──────── ENTRIES PROVIDED ────────
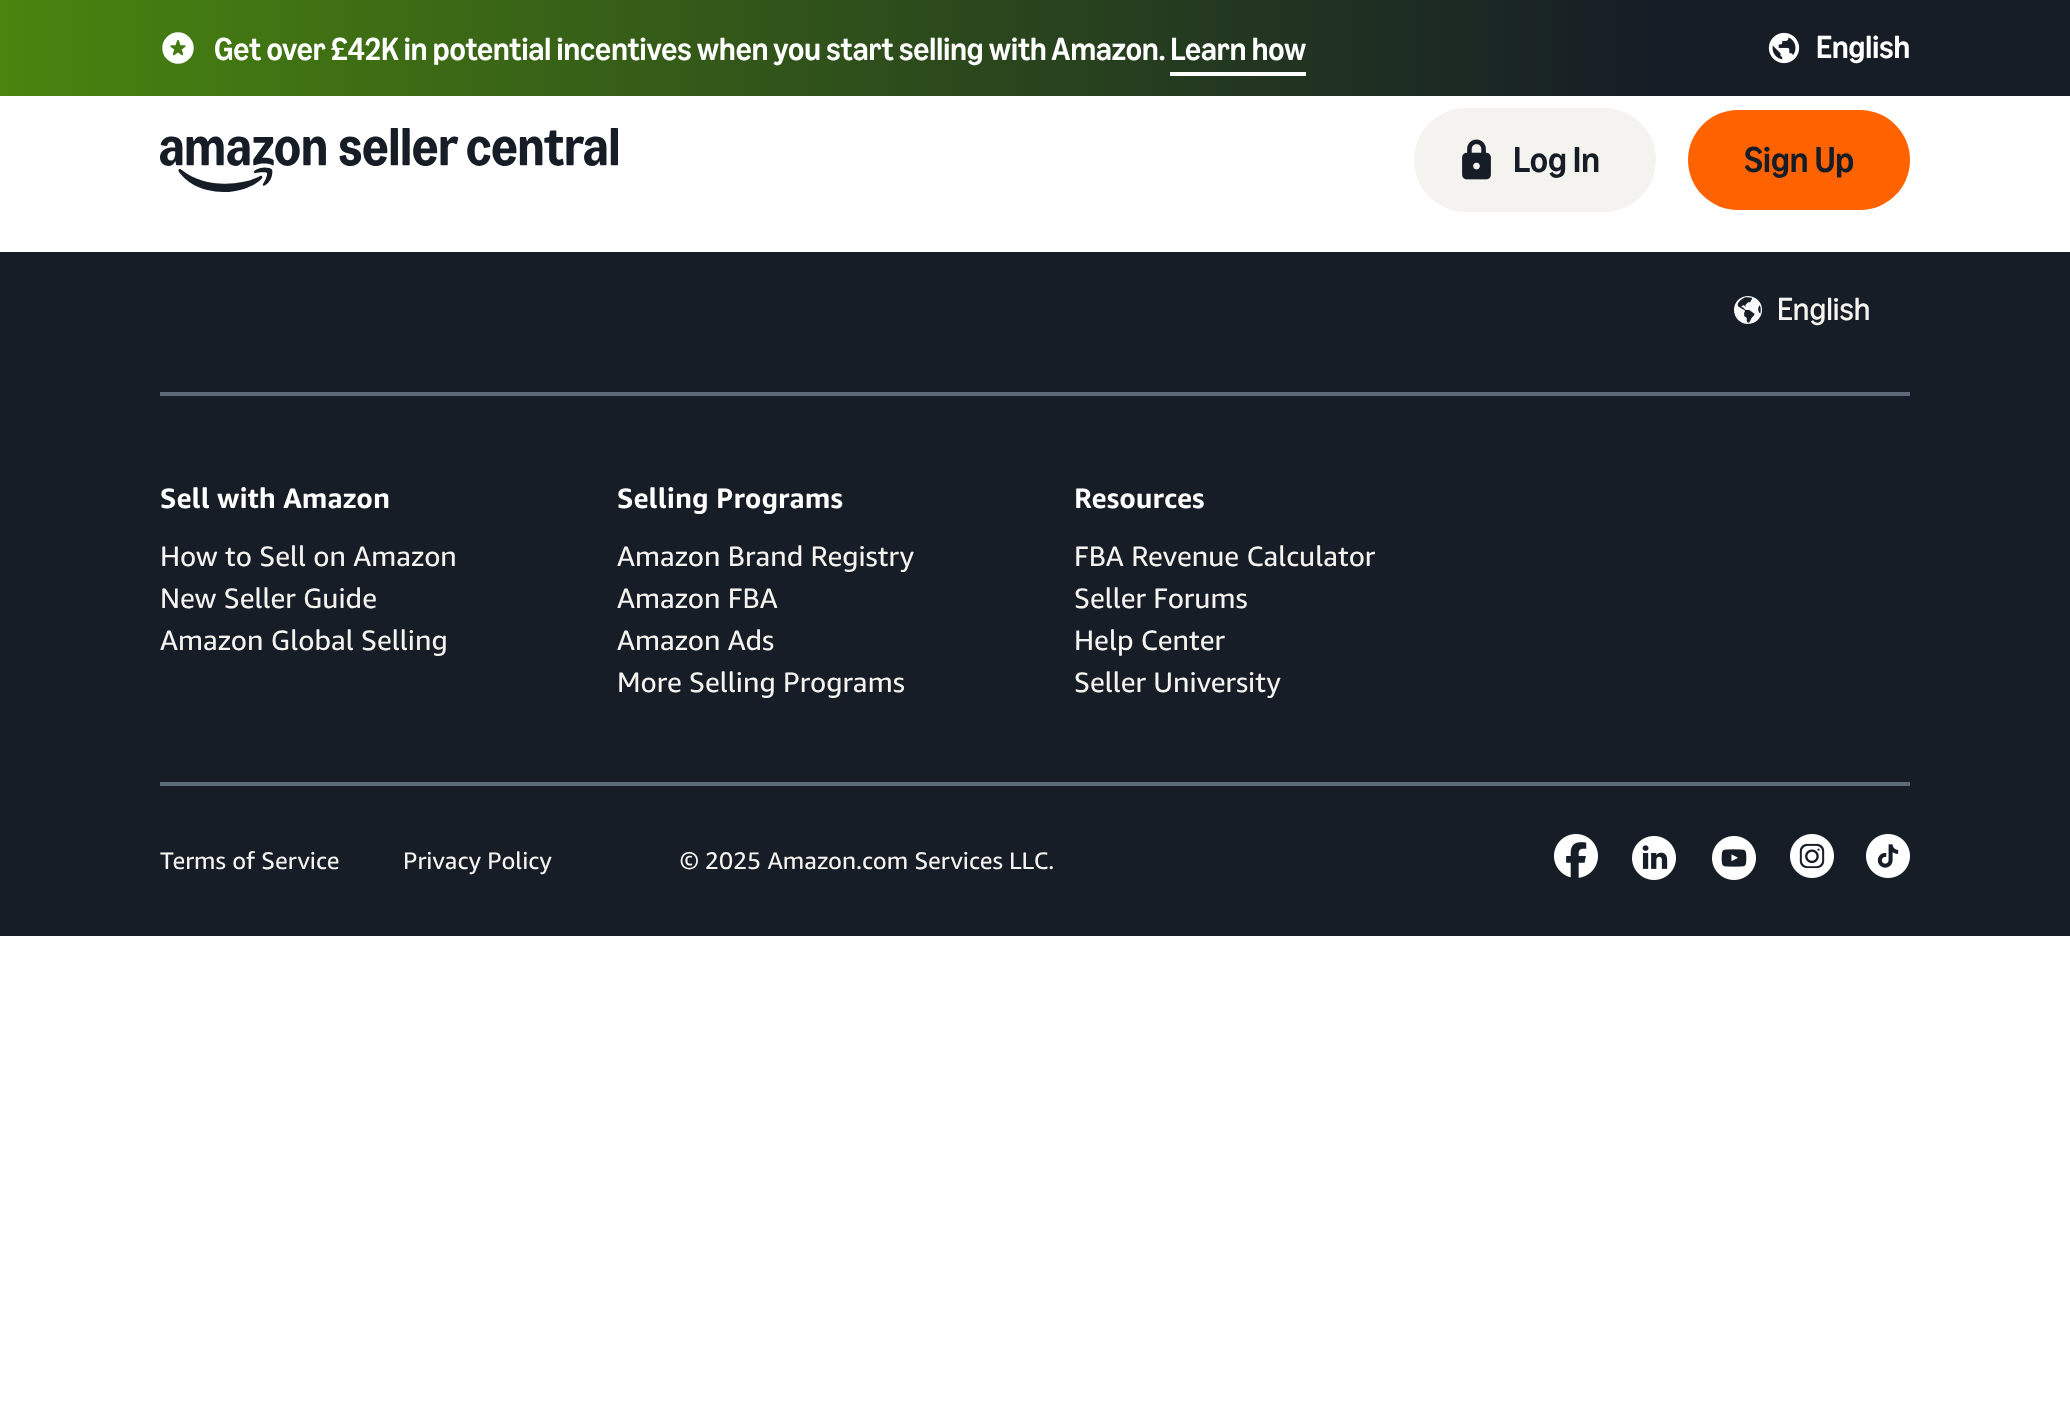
async function draw(canvas) {
  canvas.width = 2070
  canvas.height = 1411
  const ctx = canvas.getContext('2d')
  ctx.miterLimit = 4
  ctx.fontKerning = 'normal'
  async function loadImage(src) {
    const img = new Image()
    img.src = src
    await img.decode()
    return img
  }
  let gradient

  ctx.fillStyle = '#fff'
  ctx.fillRect(0, 0, 2070, 1411)
  gradient = ctx.createLinearGradient(0, 48, 2070, 48)
  gradient.addColorStop(0, '#49850f')
  gradient.addColorStop(0.8, '#161d26')
  ctx.fillStyle = gradient
  ctx.fillRect(0, 0, 2070, 96)
  ctx.drawImage(await loadImage('image0.png'), 162, 32, 32, 32)
  ctx.font = '500 32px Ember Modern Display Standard'
  ctx.fillStyle = '#fff'
  ctx.fillText('Get over £42K in potential incentives when you start selling with Amazon. Learn how', 214, 60)
  ctx.fillRect(1170, 72, 136, 4)
  ctx.drawImage(await loadImage('image1.png'), 1768, 32, 32, 32)
  ctx.fillText('English', 1816, 58)
  ctx.drawImage(await loadImage('image2.png'), 160, 128, 458, 64)
  ctx.fillStyle = '#f5f3ef'
  ctx.beginPath()
  ctx.roundRect(1414, 108, 242, 104, 52)
  ctx.fill()
  ctx.drawImage(await loadImage('image3.png'), 1462, 139, 29, 41)
  ctx.font = '500 36px Ember Modern Display Standard'
  ctx.fillStyle = '#161d26'
  ctx.fillText('Log In', 1513, 172)
  ctx.fillStyle = '#ff6200'
  ctx.beginPath()
  ctx.roundRect(1688, 110, 222, 100, 50)
  ctx.fill()
  ctx.fillStyle = '#161d26'
  ctx.fillText('Sign Up', 1744, 172)
  ctx.fillRect(0, 252, 2070, 684)
  ctx.drawImage(await loadImage('image4.png'), 1734, 296, 28, 28)
  ctx.font = '32px Ember Modern Display Standard'
  ctx.fillStyle = '#f5f3ef'
  ctx.fillText('English', 1777, 320)
  ctx.fillStyle = '#5e6a78'
  ctx.fillRect(160, 392, 1750, 4)
  ctx.fillRect(160, 782, 1750, 4)
  ctx.font = 'bold 28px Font'
  ctx.fillStyle = '#fff'
  ctx.fillText('Sell with Amazon', 160, 508)
  ctx.font = '28px Font'
  ctx.fillStyle = '#f5f3ef'
  ctx.fillText('How to Sell on Amazon', 160, 566)
  ctx.fillText('New Seller Guide', 160, 608)
  ctx.fillText('Amazon Global Selling', 160, 650)
  ctx.font = 'bold 28px Font'
  ctx.fillStyle = '#fff'
  ctx.fillText('Selling Programs', 617, 508)
  ctx.font = '28px Font'
  ctx.fillStyle = '#f5f3ef'
  ctx.fillText('Amazon Brand Registry', 617, 566)
  ctx.fillText('Amazon FBA', 617, 608)
  ctx.fillText('Amazon Ads', 617, 650)
  ctx.fillText('More Selling Programs', 617, 692)
  ctx.font = 'bold 28px Font'
  ctx.fillStyle = '#fff'
  ctx.fillText('Resources', 1074, 508)
  ctx.font = '28px Font'
  ctx.fillStyle = '#f5f3ef'
  ctx.fillText('FBA Revenue Calculator', 1074, 566)
  ctx.fillText('Seller Forums', 1074, 608)
  ctx.fillText('Help Center', 1074, 650)
  ctx.fillText('Seller University', 1074, 692)
  ctx.font = '24px Font'
  ctx.fillText('Terms of Service', 160, 869)
  ctx.fillText('Privacy Policy', 403, 869)
  ctx.fillText('© 2025 Amazon.com Services LLC.', 680, 869)
  ctx.drawImage(await loadImage('image5.png'), 1554, 834, 44, 44)
  ctx.drawImage(await loadImage('image6.png'), 1632, 836, 44, 44)
  ctx.drawImage(await loadImage('image7.png'), 1712, 836, 44, 44)
  ctx.drawImage(await loadImage('image8.png'), 1790, 834, 44, 44)
  ctx.drawImage(await loadImage('image9.png'), 1866, 834, 44, 44)
}

draw(document.querySelector('canvas'))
────────
▶ _WHAT YOU ARE ASKED TO DO_
Of the entries above, repeat exactly the lines from the line with "async function loadImage(src)" through the line with "ctx.fillRect(1170, 72, 136, 4)", both of them included.

▶ _EXPECTED ANSWER_
  async function loadImage(src) {
    const img = new Image()
    img.src = src
    await img.decode()
    return img
  }
  let gradient

  ctx.fillStyle = '#fff'
  ctx.fillRect(0, 0, 2070, 1411)
  gradient = ctx.createLinearGradient(0, 48, 2070, 48)
  gradient.addColorStop(0, '#49850f')
  gradient.addColorStop(0.8, '#161d26')
  ctx.fillStyle = gradient
  ctx.fillRect(0, 0, 2070, 96)
  ctx.drawImage(await loadImage('image0.png'), 162, 32, 32, 32)
  ctx.font = '500 32px Ember Modern Display Standard'
  ctx.fillStyle = '#fff'
  ctx.fillText('Get over £42K in potential incentives when you start selling with Amazon. Learn how', 214, 60)
  ctx.fillRect(1170, 72, 136, 4)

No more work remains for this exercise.